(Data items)
----
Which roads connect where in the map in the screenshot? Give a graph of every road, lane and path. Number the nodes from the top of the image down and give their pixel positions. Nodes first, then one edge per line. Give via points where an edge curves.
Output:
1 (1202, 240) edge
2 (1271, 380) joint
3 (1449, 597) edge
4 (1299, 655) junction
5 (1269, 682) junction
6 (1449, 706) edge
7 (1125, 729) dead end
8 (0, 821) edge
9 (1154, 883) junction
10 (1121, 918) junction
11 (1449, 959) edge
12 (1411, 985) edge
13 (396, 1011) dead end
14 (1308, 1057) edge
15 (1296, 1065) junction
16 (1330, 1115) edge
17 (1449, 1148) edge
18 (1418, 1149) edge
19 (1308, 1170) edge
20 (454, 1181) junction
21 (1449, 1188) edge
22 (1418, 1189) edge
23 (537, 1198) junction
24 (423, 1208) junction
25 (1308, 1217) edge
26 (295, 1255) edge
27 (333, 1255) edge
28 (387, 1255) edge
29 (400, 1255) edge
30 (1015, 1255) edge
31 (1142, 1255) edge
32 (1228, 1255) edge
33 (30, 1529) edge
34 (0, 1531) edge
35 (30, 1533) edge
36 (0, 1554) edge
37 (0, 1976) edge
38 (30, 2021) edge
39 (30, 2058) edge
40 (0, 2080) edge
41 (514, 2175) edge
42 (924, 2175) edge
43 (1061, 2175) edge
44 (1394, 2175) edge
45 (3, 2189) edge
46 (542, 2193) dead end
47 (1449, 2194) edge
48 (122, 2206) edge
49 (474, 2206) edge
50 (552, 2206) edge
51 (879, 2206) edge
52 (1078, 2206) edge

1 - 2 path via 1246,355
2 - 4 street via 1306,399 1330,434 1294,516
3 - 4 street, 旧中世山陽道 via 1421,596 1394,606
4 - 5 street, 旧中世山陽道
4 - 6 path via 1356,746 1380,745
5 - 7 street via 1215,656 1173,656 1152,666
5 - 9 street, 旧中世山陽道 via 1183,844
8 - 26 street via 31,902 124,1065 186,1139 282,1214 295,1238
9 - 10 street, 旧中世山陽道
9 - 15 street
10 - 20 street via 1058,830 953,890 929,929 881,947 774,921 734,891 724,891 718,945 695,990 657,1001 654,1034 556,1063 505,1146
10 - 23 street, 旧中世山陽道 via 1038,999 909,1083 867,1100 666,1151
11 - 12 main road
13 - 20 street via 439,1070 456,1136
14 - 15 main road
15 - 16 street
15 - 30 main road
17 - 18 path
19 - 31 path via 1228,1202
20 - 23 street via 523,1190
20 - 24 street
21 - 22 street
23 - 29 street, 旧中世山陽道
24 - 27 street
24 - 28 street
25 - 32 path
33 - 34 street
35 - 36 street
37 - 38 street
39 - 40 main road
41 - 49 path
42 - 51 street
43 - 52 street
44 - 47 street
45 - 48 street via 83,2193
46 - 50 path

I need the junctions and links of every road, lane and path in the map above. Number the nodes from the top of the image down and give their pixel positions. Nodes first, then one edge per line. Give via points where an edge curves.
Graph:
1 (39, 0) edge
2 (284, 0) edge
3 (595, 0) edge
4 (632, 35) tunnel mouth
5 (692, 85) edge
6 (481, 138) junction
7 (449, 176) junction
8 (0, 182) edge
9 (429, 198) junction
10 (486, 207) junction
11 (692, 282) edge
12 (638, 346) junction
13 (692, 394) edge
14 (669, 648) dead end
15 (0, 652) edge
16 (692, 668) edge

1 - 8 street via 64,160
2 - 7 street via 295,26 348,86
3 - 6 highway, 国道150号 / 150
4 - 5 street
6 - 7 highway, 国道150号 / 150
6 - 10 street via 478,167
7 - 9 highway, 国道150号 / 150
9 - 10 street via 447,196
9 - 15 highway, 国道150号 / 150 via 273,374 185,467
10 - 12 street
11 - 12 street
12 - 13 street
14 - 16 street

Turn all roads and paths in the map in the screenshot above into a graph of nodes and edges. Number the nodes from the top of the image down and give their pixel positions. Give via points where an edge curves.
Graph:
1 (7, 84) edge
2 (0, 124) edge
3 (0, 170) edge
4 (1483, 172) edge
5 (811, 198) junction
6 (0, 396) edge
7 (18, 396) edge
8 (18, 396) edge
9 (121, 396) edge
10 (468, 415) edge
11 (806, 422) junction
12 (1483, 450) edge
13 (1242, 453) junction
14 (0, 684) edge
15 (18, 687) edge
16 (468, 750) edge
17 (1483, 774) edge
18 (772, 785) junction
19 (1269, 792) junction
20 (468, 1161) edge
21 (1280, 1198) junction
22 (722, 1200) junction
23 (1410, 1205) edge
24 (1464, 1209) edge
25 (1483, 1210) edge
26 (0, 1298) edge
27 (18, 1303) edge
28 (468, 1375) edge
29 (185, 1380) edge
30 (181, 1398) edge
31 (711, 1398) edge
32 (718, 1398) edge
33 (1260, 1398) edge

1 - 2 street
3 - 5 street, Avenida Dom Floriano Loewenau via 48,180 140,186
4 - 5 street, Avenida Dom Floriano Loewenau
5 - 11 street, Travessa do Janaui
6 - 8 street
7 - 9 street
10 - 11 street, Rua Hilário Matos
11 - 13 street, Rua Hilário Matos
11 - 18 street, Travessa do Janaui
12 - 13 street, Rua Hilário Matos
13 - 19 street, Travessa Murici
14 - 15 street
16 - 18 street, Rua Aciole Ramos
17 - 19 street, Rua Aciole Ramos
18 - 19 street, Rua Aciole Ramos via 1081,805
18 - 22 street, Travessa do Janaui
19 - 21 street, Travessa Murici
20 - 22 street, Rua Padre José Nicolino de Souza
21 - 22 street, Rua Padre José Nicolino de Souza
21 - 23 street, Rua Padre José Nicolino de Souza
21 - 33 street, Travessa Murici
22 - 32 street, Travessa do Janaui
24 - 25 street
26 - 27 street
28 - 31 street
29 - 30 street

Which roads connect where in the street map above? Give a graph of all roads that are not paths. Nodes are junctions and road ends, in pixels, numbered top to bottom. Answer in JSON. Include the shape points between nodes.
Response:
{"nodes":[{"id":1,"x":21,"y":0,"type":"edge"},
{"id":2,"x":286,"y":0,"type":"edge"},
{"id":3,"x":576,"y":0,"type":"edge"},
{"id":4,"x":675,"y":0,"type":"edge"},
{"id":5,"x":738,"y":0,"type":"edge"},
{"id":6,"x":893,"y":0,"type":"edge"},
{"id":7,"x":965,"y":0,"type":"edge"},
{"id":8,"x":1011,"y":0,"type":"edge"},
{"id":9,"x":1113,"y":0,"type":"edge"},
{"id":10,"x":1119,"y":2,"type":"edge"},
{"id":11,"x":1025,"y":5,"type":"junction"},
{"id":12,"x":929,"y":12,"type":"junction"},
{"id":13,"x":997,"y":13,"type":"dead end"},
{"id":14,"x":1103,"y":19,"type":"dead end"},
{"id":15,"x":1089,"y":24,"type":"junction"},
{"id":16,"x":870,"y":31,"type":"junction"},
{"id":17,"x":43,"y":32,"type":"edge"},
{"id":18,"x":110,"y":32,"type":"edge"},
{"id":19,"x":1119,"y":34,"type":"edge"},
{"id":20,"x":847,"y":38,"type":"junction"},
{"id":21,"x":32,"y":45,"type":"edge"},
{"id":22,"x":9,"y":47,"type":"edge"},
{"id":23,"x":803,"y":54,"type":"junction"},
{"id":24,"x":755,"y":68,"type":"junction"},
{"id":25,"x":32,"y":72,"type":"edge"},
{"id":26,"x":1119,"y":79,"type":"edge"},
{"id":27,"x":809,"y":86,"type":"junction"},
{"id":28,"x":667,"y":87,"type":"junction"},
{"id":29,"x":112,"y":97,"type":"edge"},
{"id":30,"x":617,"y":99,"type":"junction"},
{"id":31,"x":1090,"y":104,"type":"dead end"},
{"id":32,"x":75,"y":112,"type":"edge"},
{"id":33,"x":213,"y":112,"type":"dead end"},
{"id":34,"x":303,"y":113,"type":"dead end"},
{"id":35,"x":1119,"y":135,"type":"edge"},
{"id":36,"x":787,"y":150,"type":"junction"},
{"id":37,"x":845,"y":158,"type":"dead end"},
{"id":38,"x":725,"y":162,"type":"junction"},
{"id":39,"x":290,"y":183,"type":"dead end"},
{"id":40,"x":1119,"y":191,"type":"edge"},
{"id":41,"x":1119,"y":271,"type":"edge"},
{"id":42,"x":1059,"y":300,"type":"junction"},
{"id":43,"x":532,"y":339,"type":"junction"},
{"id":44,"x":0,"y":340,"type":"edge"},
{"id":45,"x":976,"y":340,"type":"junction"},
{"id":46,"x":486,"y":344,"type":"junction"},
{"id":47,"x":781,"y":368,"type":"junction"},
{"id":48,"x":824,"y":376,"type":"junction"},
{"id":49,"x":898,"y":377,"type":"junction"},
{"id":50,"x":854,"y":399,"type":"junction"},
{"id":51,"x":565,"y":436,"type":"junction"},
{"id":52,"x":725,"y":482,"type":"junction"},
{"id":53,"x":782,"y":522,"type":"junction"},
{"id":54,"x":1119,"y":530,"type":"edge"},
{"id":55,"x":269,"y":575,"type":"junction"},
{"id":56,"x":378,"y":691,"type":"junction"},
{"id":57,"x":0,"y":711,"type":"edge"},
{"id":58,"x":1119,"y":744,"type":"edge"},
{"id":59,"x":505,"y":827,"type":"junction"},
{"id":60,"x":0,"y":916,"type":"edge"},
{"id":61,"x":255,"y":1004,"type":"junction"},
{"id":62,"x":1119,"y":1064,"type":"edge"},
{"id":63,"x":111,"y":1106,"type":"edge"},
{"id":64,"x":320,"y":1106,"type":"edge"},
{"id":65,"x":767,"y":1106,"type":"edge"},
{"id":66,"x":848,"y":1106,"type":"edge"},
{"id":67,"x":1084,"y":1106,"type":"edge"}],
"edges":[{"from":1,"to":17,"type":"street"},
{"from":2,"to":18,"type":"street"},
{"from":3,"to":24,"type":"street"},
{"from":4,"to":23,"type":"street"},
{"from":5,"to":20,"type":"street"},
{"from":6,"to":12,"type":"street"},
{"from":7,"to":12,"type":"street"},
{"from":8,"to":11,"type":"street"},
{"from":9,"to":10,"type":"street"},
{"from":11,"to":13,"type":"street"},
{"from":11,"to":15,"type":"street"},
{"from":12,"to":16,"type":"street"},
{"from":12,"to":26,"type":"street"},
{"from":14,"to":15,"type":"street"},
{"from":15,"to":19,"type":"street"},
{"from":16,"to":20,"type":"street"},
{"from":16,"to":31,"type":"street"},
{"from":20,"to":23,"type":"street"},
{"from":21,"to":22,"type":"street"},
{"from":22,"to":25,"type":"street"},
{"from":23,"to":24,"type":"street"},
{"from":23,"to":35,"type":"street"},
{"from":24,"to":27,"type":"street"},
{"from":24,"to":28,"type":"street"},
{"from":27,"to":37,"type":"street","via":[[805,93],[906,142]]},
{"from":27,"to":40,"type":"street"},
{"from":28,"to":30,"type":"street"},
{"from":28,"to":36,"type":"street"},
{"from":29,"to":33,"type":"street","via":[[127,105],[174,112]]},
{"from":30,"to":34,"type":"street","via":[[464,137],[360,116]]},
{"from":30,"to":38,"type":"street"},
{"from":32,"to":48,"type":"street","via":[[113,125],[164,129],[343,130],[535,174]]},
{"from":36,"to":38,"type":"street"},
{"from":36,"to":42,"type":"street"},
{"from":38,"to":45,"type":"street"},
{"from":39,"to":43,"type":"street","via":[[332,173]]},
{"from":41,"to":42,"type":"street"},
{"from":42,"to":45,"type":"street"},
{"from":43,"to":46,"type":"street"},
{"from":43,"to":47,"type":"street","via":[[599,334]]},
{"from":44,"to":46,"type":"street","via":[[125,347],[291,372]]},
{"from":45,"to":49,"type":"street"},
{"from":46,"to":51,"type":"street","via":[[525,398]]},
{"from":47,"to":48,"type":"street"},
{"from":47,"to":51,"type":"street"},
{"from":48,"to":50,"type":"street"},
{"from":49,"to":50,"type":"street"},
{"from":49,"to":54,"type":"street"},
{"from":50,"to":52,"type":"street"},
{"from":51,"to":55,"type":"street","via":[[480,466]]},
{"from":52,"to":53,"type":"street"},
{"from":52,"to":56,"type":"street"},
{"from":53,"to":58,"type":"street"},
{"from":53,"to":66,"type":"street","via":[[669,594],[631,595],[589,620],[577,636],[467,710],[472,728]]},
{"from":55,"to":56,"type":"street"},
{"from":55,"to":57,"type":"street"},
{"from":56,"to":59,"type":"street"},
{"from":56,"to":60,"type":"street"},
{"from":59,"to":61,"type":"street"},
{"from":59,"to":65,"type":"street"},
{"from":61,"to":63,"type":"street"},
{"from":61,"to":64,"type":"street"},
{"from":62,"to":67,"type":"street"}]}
----
◆ EXERCISE PROMPT: Check each line of the data for "lane". Copy the lines where it turns up.

◆ PROBLEM SOLUTION:
Which roads connect where in the map in the screenshot? Give a graph of every road, lane and path. Number the nodes from the top of the image down and give their pixel positions. Nodes first, then one edge per line. Give via points where an edge curves.
I need the junctions and links of every road, lane and path in the map above. Number the nodes from the top of the image down and give their pixel positions. Nodes first, then one edge per line. Give via points where an edge curves.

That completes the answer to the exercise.